Dans un arrêt du 29 mars 2023, n°21-18052, la Cour de cassation a eu l’occasion de rappeler le régime probatoire des heures supplémentaires.

Dans cette affaire, une salariée réclamait le paiement d’heures supplémentaires en s’appuyant sur trois décomptes qui indiquaient uniquement le nombre d’heures effectuées chaque jour et ne comportaient pas d’indication quant aux horaires d’embauche et de débauche de la salariée ni à ses temps de pause.

La Cour d’appel avait considéré que ces décomptes étaient insuffisants à étayer la demande en rappel de salaire au motif que ces éléments ne sont pas suffisamment précis pour permettre à l’employeur d’y répondre utilement. La Cour ajoutait qu’une mesure d’expertise ne peut être ordonnée pour suppléer la carence de la salariée.

La Cour de cassation casse cet arrêt et juge que la Cour d’appel a ainsi fait peser la charge de la preuve sur la seule salariée, et a violé l’article L 3171-4 du code du travail.

La Cour de cassation explique qu’aux termes de l’article L. 3171-2, alinéa 1er, du code du travail, lorsque tous les salariés occupés dans un service ou un atelier ne travaillent pas selon le même horaire collectif, l’employeur établit les documents nécessaires au décompte de la durée de travail, des repos compensateurs acquis et de leur prise effective, pour chacun des salariés concernés. Selon l’article L. 3171-3 du même code, l’employeur tient à la disposition de l’agent de contrôle de l’inspection du travail les documents permettant de comptabiliser le temps de travail accompli par chaque salarié. La nature des documents et la durée pendant laquelle ils sont tenus à disposition sont déterminées par voie réglementaire.

La Cour de cassation ajoute que selon l’article L. 3171-4 du code du travail, en cas de litige relatif à l’existence ou au nombre d’heures de travail accomplies, l’employeur fournit au juge les éléments de nature à justifier les horaires effectivement réalisés par le salarié. Au vu de ces éléments et de ceux fournis par le salarié à l’appui de sa demande, le juge forme sa conviction après avoir ordonné, en cas de besoin, toutes les mesures d’instruction qu’il estime utiles.
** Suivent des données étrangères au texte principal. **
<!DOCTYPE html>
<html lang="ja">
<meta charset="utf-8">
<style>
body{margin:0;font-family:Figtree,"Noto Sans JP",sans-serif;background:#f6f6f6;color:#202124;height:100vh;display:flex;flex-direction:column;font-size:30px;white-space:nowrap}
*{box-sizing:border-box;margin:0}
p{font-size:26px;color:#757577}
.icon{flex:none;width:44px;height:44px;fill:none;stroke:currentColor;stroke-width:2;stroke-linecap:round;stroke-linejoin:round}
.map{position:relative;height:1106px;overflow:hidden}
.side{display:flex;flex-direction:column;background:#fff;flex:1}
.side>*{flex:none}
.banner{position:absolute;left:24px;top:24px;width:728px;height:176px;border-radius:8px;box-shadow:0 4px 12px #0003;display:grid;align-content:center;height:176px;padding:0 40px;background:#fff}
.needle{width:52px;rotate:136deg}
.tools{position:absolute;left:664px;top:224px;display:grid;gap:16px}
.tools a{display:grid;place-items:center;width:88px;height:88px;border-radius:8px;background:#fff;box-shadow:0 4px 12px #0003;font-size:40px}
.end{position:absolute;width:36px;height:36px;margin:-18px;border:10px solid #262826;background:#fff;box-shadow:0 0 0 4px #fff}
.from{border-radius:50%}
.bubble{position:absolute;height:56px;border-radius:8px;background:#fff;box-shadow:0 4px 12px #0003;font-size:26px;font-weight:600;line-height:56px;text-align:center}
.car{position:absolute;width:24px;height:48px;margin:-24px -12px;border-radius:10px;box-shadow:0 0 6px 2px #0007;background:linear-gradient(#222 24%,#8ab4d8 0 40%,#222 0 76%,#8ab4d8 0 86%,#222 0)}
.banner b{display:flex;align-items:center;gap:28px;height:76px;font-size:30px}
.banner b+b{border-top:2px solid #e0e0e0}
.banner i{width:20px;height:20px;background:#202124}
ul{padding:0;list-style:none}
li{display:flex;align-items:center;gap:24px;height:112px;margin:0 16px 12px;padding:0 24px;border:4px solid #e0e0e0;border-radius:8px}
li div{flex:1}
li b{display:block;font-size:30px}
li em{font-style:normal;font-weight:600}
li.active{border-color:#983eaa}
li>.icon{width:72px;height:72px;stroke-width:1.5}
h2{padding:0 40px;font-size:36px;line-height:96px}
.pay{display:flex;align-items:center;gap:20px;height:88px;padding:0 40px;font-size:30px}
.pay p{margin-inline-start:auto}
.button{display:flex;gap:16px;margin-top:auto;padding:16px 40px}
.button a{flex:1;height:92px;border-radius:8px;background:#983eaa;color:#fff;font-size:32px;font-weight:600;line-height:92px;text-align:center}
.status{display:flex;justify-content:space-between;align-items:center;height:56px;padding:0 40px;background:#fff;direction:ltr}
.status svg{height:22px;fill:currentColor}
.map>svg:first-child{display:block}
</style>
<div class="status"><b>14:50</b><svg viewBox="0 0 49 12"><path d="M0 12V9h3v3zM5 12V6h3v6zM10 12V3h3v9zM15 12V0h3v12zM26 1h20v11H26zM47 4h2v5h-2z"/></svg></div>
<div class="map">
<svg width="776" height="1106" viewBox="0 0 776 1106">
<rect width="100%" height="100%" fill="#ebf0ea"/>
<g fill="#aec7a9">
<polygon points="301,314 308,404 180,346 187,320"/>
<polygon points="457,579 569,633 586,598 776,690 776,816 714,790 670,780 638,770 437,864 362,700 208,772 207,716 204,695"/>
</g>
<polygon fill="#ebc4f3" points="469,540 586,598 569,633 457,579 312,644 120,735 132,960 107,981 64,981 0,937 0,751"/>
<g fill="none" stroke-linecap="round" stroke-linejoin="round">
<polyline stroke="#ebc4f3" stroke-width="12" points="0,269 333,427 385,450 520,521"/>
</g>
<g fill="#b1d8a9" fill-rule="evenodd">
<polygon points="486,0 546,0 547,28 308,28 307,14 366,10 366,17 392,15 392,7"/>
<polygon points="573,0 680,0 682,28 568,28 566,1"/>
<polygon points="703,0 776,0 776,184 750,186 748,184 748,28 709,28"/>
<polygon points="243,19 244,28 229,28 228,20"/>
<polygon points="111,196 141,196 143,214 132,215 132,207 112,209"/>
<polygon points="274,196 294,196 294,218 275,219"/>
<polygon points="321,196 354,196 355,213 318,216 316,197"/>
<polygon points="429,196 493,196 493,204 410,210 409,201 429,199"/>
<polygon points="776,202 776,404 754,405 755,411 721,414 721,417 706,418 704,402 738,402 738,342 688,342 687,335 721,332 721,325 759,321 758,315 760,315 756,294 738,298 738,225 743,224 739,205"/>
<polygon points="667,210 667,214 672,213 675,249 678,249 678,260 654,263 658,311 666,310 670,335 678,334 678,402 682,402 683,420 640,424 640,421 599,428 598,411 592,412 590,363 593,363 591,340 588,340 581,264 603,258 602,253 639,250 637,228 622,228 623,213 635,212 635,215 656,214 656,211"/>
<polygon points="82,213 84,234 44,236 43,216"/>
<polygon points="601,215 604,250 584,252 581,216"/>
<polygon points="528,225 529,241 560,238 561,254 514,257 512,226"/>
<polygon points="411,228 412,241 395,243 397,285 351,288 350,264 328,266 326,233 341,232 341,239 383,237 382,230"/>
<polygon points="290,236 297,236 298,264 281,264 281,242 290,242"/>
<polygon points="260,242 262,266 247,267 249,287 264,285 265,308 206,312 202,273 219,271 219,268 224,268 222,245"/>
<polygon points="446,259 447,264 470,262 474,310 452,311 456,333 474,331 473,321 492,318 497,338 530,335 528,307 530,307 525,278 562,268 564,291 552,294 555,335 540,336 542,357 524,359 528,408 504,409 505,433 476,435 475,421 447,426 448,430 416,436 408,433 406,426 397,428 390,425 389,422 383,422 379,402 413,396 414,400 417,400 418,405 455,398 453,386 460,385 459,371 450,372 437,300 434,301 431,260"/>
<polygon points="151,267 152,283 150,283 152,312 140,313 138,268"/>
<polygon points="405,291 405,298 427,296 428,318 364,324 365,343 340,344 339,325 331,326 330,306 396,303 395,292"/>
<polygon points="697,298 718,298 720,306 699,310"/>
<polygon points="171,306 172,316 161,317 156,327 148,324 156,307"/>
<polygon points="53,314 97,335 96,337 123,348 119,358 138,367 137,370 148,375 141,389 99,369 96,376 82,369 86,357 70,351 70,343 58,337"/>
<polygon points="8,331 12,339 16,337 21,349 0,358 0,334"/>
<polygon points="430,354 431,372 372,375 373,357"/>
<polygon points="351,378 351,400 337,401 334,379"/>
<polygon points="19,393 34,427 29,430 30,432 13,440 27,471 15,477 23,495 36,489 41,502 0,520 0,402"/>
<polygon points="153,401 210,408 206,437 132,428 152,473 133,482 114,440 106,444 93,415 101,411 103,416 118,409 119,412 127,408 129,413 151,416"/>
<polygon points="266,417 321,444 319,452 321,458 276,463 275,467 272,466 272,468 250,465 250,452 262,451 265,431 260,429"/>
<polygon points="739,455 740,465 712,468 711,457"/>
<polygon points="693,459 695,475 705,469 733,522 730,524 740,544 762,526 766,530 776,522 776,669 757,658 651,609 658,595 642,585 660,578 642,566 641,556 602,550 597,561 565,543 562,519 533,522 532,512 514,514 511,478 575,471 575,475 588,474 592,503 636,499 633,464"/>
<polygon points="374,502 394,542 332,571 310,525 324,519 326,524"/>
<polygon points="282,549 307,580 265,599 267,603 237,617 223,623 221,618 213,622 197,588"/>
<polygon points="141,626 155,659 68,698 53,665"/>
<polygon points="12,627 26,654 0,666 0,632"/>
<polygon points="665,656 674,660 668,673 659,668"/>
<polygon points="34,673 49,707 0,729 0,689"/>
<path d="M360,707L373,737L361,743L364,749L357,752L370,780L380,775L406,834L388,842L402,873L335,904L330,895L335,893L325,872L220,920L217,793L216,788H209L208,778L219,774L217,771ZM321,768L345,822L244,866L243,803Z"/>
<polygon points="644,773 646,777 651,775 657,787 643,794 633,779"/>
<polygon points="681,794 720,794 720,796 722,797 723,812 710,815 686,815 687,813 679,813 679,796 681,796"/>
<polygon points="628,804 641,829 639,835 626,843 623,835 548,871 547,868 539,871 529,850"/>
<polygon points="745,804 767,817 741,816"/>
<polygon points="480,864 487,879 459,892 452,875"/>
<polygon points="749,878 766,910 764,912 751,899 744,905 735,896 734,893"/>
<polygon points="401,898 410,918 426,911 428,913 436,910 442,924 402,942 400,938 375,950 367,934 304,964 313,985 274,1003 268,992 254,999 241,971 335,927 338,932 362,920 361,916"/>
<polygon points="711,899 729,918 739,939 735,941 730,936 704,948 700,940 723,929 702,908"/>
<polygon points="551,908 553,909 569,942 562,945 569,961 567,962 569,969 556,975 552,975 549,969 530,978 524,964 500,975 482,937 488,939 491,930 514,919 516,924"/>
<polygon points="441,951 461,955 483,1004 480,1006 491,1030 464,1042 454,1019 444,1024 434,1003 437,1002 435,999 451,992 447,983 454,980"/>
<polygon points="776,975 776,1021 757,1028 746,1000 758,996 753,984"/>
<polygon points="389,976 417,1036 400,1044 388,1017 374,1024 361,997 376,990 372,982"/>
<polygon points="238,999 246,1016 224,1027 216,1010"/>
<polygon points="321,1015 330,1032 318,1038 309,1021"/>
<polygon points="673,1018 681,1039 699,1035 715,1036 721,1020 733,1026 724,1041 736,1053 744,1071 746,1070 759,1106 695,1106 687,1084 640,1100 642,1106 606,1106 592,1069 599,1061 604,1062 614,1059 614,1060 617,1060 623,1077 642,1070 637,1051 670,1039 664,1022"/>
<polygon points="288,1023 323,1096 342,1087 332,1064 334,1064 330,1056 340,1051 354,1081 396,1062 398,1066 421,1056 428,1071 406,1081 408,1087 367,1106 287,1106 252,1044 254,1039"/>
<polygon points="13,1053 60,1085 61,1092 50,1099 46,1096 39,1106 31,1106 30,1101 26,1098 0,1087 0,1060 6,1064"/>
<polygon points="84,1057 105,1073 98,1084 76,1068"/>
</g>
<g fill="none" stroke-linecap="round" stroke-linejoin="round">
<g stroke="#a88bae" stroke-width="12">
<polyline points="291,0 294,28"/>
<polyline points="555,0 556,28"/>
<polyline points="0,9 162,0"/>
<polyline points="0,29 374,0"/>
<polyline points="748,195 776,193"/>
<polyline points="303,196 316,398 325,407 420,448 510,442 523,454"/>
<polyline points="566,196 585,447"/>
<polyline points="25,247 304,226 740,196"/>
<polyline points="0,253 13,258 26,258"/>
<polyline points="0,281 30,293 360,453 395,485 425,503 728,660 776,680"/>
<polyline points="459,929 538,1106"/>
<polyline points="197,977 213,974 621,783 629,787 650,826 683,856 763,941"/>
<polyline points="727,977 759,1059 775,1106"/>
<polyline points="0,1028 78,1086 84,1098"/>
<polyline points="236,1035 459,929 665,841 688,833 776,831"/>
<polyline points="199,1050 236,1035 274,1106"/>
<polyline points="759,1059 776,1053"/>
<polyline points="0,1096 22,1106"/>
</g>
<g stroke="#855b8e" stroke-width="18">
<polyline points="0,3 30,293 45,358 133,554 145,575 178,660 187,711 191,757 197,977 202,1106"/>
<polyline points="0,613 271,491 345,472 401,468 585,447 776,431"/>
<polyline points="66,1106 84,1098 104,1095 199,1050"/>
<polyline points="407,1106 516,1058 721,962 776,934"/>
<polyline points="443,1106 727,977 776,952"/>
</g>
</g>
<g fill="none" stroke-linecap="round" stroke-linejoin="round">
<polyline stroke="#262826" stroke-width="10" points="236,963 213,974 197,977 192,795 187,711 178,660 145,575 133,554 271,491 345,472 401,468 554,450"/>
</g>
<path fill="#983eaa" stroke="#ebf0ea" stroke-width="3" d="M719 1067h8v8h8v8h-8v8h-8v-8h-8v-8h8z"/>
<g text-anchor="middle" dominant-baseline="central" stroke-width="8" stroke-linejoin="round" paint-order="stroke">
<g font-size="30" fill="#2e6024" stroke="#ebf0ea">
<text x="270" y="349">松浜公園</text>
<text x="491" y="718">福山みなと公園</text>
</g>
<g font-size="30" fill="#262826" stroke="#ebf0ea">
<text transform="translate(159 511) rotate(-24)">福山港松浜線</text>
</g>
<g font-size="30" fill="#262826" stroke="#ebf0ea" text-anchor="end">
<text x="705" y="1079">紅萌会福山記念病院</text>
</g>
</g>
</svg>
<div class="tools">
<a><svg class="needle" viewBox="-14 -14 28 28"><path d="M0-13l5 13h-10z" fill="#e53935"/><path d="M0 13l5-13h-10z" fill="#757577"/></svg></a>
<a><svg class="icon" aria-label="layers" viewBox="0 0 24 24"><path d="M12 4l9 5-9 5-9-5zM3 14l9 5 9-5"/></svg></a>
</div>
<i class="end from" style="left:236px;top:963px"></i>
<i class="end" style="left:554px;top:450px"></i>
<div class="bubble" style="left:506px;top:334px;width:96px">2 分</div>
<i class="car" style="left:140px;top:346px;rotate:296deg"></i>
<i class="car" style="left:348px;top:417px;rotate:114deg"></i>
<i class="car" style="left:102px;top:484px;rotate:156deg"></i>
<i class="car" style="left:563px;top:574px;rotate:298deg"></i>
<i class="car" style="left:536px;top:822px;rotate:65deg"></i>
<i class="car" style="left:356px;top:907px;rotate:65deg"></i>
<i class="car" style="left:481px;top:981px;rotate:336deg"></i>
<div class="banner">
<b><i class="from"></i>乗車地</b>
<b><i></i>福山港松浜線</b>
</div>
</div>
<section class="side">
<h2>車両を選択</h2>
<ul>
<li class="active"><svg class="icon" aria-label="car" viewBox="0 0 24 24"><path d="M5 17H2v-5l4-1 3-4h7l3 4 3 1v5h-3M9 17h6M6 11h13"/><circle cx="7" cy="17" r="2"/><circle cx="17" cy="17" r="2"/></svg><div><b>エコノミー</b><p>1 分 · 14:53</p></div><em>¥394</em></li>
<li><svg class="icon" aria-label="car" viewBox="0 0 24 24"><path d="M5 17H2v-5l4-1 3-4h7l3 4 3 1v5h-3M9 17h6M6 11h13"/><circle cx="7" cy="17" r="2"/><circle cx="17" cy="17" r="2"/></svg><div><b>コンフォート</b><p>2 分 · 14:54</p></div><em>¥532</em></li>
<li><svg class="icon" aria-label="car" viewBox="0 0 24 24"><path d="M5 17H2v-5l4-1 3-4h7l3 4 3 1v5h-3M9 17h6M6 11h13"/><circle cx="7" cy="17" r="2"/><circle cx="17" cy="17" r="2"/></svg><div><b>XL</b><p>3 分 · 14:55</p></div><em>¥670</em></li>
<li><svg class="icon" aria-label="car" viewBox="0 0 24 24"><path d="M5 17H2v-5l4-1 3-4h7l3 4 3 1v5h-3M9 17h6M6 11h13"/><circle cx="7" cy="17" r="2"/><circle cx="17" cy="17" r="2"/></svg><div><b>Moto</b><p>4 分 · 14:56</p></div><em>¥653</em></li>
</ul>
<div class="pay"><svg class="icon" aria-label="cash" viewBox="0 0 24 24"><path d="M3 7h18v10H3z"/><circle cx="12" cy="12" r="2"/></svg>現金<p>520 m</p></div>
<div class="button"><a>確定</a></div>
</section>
Si le décompte des heures de travail accomplies par chaque salarié est assuré par un système d’enregistrement automatique, celui-ci doit être fiable et infalsifiable.

La Cour de cassation en conclut qu’il résulte de ces dispositions, qu’en cas de litige relatif à l’existence ou au nombre d’heures de travail accomplies, il appartient au salarié de présenter, à l’appui de sa demande, des éléments suffisamment précis quant aux heures non rémunérées qu’il prétend avoir accomplies afin de permettre à l’employeur, qui assure le contrôle des heures de travail effectuées, d’y répondre utilement en produisant ses propres éléments. Le juge forme sa conviction en tenant compte de l’ensemble de ces éléments au regard des exigences rappelées aux dispositions légales et réglementaires précitées. Après analyse des pièces produites par l’une et l’autre des parties, dans l’hypothèse où il retient l’existence d’heures supplémentaires, il évalue souverainement, sans être tenu de préciser le détail de son calcul, l’importance de celles-ci et fixe les créances salariales s’y rapportant.

Ainsi, un décompte d’heures supplémentaires produit par un salarié faisant apparaître le nombre d’heures réalisées chaque jour suffit pour que l’employeur ait à justifier, en défense et s’il veut s’opposer à la demande, du décompte précis des horaires de travail accomplis par le salarié.